● **Brief**
Only lines containing the word "node" belong in the answer; copy each one from the records.

────────────────

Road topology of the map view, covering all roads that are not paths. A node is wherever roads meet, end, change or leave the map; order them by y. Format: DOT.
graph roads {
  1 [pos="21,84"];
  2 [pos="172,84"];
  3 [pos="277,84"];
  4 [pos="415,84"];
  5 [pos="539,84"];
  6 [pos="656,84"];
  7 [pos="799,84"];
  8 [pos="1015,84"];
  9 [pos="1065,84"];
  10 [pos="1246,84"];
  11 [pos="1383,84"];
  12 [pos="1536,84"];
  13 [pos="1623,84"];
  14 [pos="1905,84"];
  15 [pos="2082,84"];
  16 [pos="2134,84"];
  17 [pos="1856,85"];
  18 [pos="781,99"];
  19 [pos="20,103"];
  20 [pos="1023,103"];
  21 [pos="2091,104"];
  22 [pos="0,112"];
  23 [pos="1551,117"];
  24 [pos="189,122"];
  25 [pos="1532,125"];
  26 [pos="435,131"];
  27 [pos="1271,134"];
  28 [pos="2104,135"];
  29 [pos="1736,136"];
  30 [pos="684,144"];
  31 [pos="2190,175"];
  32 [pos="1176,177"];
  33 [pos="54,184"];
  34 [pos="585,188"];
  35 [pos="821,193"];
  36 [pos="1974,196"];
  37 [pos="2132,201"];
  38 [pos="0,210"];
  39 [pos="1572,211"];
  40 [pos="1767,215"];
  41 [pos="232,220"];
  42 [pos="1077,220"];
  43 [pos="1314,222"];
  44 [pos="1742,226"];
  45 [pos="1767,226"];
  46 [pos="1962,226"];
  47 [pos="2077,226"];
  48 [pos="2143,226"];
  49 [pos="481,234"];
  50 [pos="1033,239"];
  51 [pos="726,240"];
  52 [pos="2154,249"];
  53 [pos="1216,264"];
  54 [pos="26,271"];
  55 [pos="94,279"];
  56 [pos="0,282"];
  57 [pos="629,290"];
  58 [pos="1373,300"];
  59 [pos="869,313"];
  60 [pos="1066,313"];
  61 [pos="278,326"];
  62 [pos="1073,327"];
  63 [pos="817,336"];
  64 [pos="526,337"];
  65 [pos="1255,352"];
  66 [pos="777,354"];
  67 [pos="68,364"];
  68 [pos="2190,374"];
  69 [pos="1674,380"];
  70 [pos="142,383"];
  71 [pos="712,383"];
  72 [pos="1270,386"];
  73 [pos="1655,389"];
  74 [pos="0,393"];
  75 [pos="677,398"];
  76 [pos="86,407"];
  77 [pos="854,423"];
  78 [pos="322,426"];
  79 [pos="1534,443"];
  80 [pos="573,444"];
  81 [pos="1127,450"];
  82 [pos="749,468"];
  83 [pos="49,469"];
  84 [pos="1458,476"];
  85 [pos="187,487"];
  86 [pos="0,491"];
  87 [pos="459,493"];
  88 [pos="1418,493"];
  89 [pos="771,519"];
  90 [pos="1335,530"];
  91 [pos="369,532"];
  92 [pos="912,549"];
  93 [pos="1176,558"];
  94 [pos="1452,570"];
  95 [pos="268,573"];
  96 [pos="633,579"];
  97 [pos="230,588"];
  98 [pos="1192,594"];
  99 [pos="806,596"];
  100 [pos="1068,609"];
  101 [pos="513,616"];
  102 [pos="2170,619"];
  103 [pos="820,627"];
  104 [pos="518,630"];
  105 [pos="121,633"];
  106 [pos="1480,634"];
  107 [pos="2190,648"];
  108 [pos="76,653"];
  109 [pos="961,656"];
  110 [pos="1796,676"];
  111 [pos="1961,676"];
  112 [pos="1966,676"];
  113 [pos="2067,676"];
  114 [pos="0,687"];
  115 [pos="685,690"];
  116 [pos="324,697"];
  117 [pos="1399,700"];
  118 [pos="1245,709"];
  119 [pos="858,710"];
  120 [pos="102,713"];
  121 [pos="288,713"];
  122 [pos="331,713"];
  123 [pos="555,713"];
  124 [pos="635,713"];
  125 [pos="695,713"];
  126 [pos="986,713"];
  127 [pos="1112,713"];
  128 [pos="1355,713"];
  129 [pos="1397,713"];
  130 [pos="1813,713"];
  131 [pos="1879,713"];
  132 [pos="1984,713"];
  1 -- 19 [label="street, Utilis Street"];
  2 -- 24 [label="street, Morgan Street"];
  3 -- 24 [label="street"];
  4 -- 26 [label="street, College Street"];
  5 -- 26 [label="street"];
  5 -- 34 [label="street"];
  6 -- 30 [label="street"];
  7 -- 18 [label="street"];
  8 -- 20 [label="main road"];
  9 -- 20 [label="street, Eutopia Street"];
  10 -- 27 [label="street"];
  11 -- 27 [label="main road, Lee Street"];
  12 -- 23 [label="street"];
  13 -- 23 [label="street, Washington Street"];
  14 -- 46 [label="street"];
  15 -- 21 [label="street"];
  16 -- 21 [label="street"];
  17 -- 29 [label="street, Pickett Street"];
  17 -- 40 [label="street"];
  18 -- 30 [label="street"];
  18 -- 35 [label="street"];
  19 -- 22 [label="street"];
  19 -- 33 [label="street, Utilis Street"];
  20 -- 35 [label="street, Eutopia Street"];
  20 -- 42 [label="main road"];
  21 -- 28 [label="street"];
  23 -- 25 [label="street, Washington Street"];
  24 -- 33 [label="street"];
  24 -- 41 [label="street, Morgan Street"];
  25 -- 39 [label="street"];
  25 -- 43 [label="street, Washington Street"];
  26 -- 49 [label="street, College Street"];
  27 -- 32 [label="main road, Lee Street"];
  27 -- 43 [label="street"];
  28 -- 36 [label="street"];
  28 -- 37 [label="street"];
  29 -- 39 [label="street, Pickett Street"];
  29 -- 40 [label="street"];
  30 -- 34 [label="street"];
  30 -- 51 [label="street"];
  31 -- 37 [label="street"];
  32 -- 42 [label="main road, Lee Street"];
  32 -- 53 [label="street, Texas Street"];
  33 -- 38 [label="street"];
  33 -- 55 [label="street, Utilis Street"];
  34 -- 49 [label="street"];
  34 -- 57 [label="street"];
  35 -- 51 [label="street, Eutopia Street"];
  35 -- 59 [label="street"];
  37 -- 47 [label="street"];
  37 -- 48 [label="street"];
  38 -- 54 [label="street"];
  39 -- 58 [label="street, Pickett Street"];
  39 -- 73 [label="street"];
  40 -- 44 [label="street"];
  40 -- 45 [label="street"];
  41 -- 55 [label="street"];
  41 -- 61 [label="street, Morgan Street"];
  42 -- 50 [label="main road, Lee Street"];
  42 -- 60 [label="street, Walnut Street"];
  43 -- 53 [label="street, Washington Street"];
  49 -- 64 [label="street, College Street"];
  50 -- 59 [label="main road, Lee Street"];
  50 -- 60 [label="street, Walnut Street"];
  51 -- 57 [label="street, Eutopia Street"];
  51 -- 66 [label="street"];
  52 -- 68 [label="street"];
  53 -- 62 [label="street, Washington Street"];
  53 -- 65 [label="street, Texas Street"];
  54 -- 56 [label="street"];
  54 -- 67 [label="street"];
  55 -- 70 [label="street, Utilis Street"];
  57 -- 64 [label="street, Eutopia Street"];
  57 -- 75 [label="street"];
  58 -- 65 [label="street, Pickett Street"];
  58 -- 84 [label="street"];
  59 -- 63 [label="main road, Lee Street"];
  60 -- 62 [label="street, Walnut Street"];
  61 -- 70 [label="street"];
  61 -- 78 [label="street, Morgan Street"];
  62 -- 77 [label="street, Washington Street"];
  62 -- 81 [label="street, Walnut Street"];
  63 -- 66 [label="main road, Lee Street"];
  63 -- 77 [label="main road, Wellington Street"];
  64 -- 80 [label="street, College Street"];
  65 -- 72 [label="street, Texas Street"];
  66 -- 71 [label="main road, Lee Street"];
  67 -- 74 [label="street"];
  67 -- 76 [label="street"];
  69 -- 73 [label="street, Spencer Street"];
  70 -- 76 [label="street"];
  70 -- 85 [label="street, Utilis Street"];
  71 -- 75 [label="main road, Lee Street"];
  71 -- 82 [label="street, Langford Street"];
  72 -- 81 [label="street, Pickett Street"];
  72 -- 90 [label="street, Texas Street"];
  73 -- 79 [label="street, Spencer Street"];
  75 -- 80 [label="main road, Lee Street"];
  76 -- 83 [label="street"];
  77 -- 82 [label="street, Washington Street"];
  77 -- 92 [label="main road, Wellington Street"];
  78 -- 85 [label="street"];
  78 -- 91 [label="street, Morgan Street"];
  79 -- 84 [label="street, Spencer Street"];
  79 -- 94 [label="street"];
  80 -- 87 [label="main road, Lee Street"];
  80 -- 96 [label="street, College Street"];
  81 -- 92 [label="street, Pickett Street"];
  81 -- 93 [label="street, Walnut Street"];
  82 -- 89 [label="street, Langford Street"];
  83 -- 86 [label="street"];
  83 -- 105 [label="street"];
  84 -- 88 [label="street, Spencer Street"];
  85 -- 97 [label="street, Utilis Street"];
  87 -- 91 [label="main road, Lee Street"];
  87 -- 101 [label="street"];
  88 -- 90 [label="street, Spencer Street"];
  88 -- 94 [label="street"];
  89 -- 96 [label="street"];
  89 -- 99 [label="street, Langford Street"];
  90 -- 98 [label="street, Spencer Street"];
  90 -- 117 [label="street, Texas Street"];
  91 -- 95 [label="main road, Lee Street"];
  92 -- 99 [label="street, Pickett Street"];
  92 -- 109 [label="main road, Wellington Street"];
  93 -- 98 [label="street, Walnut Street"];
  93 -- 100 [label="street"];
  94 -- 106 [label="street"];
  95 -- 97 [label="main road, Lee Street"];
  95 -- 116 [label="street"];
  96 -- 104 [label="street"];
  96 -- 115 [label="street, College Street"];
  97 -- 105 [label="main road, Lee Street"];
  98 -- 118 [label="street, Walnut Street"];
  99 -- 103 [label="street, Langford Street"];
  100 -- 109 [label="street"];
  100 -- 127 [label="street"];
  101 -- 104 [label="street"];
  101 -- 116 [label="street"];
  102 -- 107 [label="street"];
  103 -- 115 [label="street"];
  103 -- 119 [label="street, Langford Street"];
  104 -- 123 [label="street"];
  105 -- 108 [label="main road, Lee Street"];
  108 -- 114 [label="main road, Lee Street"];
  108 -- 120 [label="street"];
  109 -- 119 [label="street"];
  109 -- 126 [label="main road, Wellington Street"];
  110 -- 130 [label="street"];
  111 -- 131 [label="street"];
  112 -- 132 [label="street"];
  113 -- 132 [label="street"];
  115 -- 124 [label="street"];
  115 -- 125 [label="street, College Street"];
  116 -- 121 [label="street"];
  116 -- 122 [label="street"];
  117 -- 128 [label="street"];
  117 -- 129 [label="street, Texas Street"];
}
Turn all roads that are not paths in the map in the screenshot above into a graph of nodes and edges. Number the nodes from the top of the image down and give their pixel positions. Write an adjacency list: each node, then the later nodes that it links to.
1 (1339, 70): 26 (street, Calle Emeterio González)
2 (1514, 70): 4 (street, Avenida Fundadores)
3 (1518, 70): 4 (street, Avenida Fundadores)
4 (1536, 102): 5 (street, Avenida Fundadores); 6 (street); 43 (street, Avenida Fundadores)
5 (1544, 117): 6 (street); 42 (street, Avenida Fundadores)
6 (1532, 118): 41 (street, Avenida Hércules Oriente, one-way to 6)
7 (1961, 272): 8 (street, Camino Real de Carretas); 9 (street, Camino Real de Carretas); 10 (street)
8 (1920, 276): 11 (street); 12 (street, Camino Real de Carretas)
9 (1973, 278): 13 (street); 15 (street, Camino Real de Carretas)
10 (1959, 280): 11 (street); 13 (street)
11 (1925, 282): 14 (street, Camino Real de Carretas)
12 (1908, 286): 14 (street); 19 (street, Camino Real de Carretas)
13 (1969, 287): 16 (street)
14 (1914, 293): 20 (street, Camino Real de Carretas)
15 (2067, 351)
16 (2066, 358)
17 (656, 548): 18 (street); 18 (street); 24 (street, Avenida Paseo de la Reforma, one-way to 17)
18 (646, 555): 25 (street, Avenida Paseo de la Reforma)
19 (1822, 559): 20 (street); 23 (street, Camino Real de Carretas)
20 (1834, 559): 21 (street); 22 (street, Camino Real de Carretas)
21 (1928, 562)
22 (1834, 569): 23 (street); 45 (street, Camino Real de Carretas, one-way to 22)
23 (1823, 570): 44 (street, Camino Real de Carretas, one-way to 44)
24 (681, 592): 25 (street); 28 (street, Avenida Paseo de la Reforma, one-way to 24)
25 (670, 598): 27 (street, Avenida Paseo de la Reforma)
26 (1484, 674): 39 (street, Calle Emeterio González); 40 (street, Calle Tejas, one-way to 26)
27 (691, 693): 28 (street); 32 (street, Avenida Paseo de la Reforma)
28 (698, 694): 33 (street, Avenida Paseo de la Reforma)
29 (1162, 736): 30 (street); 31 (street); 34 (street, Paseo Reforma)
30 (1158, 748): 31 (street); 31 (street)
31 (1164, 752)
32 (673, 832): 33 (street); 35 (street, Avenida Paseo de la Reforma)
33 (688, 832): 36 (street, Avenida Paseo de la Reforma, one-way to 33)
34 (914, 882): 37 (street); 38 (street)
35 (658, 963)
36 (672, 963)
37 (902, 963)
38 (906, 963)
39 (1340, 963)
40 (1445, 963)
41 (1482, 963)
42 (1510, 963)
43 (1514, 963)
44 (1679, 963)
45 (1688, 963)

────────────────

● **Answer section**
Road topology of the map view, covering all roads that are not paths. A node is wherever roads meet, end, change or leave the map; order them by y. Format: DOT.
Turn all roads that are not paths in the map in the screenshot above into a graph of nodes and edges. Number the nodes from the top of the image down and give their pixel positions. Write an adjacency list: each node, then the later nodes that it links to.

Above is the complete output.